It is difficult to judge from the beamshots, they often exaggerate both warm and cool tints.


----------



## blackbalsam (Oct 22, 2010)

I have a m61w in my elzetta and this is a very tough and useful combo for someone looking for an all around great performer with great tint beam and two useful levels in what is IMHO a bombproof setup. I really enjoy using this combo.


----------



## tandem (Oct 22, 2010)

GunnarGG said:


> It is difficult to judge from the beamshots, they often exaggerate both warm and cool tints.



I must admit I'm thoroughly confused now when anyone talks about their M61 or M61W (and perhaps this carries over to the M31 and other variations too) given that one tint was labelled "W" at one point, and then another tint specified, and then back to the original!

I think you and I are just going to have to wait and see what the tint lottery delivers to our doors. Mine should arrive sometime next week. Beamshots to follow soon thereafter! I have some neutral-coolish lights against which to measure, anything even remotely warmer than them will be a win for me although I have to say it is the beam character which is my primary want in all this.


----------



## iacchus (Oct 22, 2010)

tandem said:


> I must admit I'm thoroughly confused now when anyone talks about their M61 or M61W (and perhaps this carries over to the M31 and other variations too) given that one tint was labelled "W" at one point, and then another tint specified, and then back to the original!
> 
> I think you and I are just going to have to wait and see what the tint lottery delivers to our doors. Mine should arrive sometime next week. Beamshots to follow soon thereafter! I have some neutral-coolish lights against which to measure, anything even remotely warmer than them will be a win for me although I have to say it is the beam character which is my primary want in all this.



My M61W arrived from Enterprise, AL today. very warm. Very pleasing. Not quite incandescent, but close. 

Now I have a M61 & an M61W, and find myself wishing I had one of the neutral Ws to compare it to.

(I also find myself wishing for a warm wildcat, but that is another matter)


----------



## iacchus (Oct 24, 2010)

coupla quick shots of the new, warmer M61W compared to the M61

M61:






M61W:


----------



## ToNIX (Oct 24, 2010)

^^ Those are small pics but the colors seems close to reality! Just a slight warm tint


----------



## iacchus (Oct 24, 2010)

ToNIX said:


> ^^ Those are small pics but the colors seems close to reality! Just a slight warm tint



Yeah, I guess those did end up small.

Here:

*M61:*





*M61W:*


----------



## Kestrel (Oct 24, 2010)

Nice tint demonstration. :thumbsup:


----------



## iacchus (Oct 24, 2010)

Kestrel said:


> Good tint demonstration. :thumbsup:



Thanks! Those were my first ever beamshots 

According to Gene, this is the newer, warmer 4000K M61W. 
That was really the reason I picked one up.

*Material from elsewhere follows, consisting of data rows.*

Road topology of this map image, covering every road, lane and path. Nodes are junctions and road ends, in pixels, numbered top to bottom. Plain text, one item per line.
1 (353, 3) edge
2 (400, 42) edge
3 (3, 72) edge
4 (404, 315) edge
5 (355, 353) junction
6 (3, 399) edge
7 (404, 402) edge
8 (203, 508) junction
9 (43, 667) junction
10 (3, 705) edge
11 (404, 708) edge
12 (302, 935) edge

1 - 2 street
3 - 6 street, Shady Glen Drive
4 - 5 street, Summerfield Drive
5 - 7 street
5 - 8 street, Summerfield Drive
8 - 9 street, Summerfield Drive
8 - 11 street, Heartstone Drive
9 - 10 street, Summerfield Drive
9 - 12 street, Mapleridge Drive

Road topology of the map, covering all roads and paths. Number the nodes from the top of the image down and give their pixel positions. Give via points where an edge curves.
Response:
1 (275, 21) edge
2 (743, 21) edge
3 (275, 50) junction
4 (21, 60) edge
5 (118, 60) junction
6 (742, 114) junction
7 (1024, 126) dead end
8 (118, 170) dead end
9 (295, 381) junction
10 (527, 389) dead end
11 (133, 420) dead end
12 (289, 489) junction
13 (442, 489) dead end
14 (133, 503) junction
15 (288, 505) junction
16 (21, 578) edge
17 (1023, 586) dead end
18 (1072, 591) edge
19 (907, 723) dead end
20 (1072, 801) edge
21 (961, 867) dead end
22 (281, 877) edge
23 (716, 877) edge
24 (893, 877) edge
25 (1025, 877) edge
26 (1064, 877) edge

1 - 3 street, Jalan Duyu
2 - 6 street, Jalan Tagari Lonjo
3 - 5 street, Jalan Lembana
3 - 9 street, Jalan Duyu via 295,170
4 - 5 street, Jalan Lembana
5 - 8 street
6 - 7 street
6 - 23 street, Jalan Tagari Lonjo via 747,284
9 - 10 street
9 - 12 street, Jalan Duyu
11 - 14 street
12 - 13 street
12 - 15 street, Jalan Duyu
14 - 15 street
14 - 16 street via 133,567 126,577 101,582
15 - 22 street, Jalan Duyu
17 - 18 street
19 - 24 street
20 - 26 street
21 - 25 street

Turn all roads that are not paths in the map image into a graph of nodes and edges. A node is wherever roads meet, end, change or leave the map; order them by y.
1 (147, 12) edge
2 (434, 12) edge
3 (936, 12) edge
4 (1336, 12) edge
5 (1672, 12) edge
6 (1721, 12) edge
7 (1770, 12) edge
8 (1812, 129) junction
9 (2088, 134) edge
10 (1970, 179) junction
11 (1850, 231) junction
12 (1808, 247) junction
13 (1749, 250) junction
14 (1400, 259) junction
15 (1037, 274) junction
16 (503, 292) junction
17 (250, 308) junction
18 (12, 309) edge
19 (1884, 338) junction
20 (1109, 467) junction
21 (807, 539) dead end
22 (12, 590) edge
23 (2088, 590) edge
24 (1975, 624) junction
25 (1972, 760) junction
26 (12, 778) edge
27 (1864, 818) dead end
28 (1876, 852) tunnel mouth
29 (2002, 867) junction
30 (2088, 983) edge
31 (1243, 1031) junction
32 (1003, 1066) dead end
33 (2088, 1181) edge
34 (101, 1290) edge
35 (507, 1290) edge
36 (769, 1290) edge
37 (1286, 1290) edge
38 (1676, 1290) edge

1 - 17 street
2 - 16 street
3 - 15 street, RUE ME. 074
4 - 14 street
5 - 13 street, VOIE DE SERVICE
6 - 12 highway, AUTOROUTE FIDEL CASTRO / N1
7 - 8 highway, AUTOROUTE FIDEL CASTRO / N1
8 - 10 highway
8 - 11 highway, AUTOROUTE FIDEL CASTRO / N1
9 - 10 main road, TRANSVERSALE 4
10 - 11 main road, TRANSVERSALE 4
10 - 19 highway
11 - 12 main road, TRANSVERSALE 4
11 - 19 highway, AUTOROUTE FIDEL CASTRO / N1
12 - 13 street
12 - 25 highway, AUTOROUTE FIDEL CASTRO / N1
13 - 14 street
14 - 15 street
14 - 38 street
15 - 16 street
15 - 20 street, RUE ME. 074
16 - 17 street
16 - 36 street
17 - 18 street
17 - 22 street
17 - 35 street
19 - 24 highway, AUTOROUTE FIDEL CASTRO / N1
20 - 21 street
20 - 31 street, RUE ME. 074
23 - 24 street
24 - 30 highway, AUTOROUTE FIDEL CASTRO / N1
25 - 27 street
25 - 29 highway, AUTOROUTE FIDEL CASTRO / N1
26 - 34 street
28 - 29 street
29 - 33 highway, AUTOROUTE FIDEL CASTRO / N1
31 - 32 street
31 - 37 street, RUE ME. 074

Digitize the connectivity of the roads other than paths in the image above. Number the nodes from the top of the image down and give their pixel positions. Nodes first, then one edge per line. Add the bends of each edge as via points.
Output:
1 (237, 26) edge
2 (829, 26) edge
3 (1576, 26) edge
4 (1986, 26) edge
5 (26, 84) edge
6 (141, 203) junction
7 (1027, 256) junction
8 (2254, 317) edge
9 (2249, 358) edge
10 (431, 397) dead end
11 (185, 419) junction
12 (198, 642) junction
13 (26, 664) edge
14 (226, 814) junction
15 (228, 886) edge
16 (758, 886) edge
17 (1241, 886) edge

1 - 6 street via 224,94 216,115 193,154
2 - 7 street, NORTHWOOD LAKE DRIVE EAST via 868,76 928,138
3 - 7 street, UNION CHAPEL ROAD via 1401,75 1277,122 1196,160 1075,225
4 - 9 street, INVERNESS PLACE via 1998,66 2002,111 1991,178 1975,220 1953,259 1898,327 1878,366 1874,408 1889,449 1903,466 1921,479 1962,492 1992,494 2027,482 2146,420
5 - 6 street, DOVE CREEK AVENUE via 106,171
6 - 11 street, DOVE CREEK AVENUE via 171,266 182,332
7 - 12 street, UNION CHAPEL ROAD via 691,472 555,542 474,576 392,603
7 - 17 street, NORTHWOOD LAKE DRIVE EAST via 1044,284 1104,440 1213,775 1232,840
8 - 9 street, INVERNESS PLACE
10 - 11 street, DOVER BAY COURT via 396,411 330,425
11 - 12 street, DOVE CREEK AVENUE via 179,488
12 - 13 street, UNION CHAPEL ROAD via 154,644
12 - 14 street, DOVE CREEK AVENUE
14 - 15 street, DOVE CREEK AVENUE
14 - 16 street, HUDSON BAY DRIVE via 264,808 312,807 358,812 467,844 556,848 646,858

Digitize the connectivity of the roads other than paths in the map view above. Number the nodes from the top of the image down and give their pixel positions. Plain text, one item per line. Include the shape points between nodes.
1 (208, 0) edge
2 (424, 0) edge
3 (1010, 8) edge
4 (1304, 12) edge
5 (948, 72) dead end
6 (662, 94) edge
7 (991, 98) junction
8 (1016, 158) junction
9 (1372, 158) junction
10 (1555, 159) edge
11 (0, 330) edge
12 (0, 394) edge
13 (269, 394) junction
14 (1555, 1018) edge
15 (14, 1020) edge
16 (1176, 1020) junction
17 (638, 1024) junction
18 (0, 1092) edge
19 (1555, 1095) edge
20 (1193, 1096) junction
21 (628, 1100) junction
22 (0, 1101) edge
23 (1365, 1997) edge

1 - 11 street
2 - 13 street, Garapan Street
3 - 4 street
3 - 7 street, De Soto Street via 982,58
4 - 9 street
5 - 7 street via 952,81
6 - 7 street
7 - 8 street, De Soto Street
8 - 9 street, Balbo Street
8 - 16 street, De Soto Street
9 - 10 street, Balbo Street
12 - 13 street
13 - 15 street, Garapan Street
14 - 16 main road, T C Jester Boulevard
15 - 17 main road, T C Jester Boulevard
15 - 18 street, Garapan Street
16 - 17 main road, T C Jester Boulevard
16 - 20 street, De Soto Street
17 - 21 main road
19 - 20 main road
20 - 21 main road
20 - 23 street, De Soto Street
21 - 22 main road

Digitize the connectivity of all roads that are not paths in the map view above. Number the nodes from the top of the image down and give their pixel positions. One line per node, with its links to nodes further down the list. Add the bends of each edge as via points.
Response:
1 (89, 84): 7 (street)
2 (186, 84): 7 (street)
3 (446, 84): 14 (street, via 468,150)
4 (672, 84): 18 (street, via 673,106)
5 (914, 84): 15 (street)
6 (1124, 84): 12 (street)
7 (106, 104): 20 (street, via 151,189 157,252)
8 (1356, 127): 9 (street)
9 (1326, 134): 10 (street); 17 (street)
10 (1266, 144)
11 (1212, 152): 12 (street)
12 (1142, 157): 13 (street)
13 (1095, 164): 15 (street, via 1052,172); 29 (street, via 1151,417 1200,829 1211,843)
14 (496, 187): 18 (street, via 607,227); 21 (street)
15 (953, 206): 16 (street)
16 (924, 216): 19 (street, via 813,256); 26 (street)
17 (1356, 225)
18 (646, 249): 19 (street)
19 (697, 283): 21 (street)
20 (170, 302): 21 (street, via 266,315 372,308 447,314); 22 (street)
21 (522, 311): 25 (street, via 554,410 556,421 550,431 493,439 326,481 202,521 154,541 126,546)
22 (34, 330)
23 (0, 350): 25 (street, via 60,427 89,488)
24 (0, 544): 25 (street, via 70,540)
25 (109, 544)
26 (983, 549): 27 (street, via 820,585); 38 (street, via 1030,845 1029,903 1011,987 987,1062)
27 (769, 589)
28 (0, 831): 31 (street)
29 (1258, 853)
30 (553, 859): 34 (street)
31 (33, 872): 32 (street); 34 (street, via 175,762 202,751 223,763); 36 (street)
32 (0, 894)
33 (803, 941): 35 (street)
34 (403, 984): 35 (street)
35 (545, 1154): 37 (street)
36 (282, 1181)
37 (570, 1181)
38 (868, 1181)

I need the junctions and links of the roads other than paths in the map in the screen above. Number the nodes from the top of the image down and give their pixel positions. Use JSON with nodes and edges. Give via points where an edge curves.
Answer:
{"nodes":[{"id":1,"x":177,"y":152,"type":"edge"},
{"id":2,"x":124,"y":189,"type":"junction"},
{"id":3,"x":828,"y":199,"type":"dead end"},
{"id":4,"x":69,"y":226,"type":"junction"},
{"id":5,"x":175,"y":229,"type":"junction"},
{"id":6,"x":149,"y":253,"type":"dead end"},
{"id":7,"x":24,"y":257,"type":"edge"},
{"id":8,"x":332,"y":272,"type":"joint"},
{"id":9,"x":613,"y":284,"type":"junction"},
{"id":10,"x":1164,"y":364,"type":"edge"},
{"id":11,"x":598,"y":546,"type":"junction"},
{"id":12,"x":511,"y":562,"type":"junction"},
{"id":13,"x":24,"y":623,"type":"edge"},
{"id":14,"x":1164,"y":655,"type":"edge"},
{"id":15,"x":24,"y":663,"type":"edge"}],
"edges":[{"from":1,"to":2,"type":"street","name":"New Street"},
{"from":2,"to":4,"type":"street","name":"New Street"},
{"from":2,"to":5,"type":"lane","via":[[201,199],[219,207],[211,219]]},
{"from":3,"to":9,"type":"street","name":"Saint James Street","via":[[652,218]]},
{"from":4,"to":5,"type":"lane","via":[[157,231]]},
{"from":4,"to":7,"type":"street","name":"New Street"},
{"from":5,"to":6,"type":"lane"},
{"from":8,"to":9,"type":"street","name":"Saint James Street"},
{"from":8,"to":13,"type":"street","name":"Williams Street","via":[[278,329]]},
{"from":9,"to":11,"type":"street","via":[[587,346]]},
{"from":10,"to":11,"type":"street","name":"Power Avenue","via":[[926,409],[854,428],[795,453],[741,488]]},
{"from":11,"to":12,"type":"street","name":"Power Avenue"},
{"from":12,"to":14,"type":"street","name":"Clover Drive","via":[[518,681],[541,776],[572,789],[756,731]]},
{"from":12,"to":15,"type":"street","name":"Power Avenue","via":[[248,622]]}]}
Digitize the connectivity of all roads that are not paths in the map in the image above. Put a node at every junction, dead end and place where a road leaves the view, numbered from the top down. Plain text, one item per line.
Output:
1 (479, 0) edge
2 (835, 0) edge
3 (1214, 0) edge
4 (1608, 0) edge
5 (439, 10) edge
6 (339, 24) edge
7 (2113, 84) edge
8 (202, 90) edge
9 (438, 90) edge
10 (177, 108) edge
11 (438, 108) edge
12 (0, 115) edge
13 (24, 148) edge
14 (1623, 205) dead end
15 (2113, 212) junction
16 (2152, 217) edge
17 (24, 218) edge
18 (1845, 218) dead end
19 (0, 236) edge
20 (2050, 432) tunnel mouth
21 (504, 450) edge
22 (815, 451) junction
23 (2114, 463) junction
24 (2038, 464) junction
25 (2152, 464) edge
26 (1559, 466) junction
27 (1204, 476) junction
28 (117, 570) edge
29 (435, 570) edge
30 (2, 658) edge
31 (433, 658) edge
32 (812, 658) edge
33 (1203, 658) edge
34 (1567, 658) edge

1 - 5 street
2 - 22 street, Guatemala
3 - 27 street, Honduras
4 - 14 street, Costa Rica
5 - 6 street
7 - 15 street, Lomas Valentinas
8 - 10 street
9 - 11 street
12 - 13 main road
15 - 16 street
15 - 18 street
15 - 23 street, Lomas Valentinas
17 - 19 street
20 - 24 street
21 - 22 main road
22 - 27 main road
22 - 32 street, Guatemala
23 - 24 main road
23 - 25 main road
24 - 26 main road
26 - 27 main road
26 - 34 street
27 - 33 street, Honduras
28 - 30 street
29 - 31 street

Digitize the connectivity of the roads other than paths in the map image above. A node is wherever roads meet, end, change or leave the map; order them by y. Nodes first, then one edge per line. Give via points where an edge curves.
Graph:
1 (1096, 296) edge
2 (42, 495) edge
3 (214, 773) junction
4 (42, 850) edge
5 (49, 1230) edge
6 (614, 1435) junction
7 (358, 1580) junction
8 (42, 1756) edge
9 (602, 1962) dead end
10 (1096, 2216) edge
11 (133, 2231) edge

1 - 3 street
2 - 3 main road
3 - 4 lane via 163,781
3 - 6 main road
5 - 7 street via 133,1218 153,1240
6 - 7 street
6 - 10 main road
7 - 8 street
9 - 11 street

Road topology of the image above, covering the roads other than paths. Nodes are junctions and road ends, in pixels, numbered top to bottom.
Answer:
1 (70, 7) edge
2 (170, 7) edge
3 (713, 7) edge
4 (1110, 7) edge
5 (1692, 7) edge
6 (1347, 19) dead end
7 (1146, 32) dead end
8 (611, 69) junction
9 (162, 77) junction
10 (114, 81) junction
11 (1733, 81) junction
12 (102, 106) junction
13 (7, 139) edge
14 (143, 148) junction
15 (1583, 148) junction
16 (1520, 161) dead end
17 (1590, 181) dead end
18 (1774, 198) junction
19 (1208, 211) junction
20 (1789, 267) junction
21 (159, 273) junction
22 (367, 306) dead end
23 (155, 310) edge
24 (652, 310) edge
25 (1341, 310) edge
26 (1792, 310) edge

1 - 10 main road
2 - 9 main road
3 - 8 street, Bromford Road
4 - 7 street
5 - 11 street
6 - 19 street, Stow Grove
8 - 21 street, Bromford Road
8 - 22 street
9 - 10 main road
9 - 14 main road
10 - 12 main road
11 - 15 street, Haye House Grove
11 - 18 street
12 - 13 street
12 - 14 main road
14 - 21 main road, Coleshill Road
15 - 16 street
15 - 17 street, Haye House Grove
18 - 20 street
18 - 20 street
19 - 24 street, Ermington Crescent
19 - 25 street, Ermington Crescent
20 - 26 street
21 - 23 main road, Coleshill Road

I generally carry a Ra high CRI, and on the occasion I want or need more light, it is somewhat jarring to blast out tons of cool white.

The M61W isn't as warm as the Ra 100, but is much closer than the standard 61 I had been using. 
I really like it. Just enough warmer than neutral to bring out the color, but not so warm that I feel like I have rose colored glasses on. It is still plenty bright as well.


----------



## Henk_Lu (Oct 24, 2010)

These close-up pictures really show the difference in nature. The first one is washed out, in the second you see more colors.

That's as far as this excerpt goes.